Her lips curve up and she puts her hands on my chest. “I think he was afraid of bothering me at all. Terrified even. Your dad has guys?”
The lump is back in my gut. That whole visit was a revelation, a mindfuck, and also oddly settling. “I guess so.”
She slips her hand into mine. “Do you want to talk about it?”
I told Lane the gist of my conversation with our father, and my brother eyed me like he knew there was more, but I didn’t elaborate. I was trying to figure everything out, but my despair over losing Elodie took over.
I lead her in. The kittens skitter across her feet, batting around the treats I spilled earlier.
“Sorry, I, uh, haven’t swept in a while.”
“I think Sage has you covered.” She turns into the living room and stops. A piece of toilet paper flutters and gets caught on a rug by the coffee table. “Oh my. They got to something.”
“Toilet paper isn’t safe. But don’t worry, it’s not used.”
Her soft laughter is everything I need to hear when my house is the least tidy it’s ever been.
I sit in the corner of the couch, pull her down next to me, and wrap my arms around her again. “I just need to hold you for a while.”
She turns into me and I end up with her cradled on my lap. I rest my head against hers and enjoy the pleasure of her weight on me and her fingers dancing across my chest. She doesn’t prod me with more questions, and we sit in comfortable, relieved silence.
“He wasn’t what I remembered,” I say after a few minutes. A tightness in my chest that I’ve carried all my life loosens. Lane and I don’t talk about Dad much, and maybe I should change that. “He’s hard. Grizzled. And gray. God, he looked so much older than I remembered. And smaller.” I swallow past the lump in my throat. “He’s still a tall guy, and he has muscles I’ve never seen. So excited to see me,” I finish quietly. “I don’t even remember when he last tried to visit me. I was in high school, I know that. He bailed so often, and then one day, he was there with some burgers. Lane and I ate with him, and he was gone. Then Mom said he’d been arrested after a bad accident and was going to prison for a long time.”

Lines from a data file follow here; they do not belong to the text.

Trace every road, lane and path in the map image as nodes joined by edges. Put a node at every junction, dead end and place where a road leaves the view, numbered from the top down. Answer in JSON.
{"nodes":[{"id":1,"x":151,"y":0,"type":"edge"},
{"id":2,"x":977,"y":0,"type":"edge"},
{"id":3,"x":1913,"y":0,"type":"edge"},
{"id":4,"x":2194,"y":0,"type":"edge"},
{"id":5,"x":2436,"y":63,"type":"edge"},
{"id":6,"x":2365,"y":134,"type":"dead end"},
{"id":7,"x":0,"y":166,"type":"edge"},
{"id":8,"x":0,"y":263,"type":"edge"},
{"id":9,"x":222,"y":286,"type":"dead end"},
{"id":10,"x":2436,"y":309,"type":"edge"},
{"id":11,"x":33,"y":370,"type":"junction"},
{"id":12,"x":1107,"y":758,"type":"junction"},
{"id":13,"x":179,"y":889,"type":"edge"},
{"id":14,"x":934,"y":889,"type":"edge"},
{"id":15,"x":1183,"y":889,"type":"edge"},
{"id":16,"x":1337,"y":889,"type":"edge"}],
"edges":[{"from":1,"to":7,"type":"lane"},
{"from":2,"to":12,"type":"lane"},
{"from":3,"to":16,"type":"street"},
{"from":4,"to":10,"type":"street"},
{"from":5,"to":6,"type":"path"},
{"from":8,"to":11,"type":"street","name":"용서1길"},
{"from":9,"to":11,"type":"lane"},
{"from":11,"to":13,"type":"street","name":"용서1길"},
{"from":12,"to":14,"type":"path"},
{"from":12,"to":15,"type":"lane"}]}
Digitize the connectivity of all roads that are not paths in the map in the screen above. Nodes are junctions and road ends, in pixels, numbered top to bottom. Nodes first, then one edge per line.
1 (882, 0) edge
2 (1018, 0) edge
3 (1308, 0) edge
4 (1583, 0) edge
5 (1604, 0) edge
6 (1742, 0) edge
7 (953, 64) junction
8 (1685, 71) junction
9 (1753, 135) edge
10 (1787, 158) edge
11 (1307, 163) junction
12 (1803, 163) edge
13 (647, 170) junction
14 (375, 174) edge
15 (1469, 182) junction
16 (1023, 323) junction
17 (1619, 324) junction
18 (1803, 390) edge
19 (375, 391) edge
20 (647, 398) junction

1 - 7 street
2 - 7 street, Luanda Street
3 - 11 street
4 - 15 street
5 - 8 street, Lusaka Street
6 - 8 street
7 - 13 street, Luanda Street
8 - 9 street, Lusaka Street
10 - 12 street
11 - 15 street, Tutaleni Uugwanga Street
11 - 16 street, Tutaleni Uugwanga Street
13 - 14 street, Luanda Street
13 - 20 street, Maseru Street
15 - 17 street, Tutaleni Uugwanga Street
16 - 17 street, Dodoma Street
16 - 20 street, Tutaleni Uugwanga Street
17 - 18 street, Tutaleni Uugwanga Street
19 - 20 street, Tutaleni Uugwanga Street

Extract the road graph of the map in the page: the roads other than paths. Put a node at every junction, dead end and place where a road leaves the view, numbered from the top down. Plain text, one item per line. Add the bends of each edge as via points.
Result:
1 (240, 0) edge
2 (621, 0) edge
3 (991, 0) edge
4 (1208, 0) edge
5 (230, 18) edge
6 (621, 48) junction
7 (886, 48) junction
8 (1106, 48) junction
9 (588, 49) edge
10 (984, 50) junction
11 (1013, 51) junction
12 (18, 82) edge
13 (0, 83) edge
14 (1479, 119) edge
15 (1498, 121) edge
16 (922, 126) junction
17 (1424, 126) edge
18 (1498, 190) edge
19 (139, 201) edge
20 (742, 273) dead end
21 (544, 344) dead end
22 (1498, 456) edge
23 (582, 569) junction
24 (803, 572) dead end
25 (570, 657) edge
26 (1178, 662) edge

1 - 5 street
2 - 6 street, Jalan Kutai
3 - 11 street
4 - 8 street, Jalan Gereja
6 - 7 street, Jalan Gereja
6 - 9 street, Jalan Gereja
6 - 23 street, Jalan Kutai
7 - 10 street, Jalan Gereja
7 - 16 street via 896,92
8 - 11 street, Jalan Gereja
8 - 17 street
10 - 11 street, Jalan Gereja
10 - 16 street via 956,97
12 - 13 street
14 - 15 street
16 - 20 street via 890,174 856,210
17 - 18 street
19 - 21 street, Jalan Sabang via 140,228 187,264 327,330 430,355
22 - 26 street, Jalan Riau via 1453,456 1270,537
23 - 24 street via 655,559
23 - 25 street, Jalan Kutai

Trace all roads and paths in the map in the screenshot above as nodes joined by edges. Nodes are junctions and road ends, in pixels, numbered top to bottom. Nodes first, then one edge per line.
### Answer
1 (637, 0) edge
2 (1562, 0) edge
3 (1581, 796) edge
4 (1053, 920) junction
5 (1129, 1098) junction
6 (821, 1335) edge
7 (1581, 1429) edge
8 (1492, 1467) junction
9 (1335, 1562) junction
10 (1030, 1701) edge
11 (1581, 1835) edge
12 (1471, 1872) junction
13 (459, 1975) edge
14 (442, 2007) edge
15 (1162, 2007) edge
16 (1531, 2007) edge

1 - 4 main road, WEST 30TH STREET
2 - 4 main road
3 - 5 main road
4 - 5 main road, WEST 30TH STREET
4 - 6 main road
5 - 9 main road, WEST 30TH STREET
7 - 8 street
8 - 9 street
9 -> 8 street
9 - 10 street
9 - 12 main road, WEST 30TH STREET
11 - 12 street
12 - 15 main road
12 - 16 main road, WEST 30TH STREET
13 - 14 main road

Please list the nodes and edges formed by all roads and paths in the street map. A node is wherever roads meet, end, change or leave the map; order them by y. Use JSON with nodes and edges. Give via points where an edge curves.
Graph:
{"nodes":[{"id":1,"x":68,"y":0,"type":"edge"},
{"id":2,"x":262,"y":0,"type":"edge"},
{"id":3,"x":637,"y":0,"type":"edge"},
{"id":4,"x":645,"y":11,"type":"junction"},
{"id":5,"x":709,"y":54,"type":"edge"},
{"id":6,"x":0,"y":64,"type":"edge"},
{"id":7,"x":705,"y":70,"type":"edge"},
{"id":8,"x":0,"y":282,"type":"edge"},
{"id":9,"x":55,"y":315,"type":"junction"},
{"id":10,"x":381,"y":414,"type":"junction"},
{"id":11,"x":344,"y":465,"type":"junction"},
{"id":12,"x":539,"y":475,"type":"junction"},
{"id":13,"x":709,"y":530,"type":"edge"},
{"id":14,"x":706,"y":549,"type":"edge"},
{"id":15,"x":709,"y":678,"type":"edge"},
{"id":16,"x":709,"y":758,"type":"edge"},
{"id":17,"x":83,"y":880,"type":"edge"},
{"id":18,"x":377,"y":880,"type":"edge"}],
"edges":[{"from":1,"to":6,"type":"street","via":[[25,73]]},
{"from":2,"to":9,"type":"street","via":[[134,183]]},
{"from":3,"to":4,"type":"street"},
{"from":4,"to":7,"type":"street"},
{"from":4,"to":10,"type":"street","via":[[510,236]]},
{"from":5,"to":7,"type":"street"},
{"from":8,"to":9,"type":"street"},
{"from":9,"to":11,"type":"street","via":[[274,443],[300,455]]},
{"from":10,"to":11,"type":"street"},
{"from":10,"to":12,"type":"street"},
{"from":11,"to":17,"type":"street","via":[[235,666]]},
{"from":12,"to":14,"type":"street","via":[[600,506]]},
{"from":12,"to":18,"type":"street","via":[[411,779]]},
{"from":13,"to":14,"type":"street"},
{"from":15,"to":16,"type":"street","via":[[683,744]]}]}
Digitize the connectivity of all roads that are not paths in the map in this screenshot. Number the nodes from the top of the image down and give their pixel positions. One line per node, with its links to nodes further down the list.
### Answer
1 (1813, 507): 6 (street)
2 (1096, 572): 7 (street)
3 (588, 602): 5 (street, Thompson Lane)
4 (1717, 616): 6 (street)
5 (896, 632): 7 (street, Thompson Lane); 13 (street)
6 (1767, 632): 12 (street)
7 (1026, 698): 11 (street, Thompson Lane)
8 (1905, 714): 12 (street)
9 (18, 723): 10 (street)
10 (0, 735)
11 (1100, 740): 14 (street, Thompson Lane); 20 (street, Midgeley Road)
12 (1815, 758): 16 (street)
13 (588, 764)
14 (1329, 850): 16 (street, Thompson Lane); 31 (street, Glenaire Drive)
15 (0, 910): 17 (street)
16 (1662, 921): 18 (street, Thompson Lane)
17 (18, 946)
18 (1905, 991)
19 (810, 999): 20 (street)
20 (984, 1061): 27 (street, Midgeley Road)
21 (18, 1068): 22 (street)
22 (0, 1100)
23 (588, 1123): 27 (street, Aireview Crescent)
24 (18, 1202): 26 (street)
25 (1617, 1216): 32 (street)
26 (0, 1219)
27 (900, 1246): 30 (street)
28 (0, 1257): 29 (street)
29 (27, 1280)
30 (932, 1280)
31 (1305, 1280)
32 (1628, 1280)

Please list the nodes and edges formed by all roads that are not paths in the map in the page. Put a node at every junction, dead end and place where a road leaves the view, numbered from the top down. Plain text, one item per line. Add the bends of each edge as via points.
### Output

Elodie puts her hand over my heart, and it grounds me.
“It was weird, honestly,” I continue. “Here’s this guy I thought I knew, but he’s nothing like the dad I remember. I didn’t get long to talk to him, but he’s clean and sober, and apparently popular.” My laugh is dry. “He’s got connections everywhere, and when I told him I needed a guy to leave a girl I love alone, he didn’t flinch.”
She pushes up, her eyes glowing. “Cruz? A girl you love?”
I play with the ends of her hair hanging over her shoulder. “A girl I’m madly in love with. So in love that I’ll burn my relationship with her to make her life better.”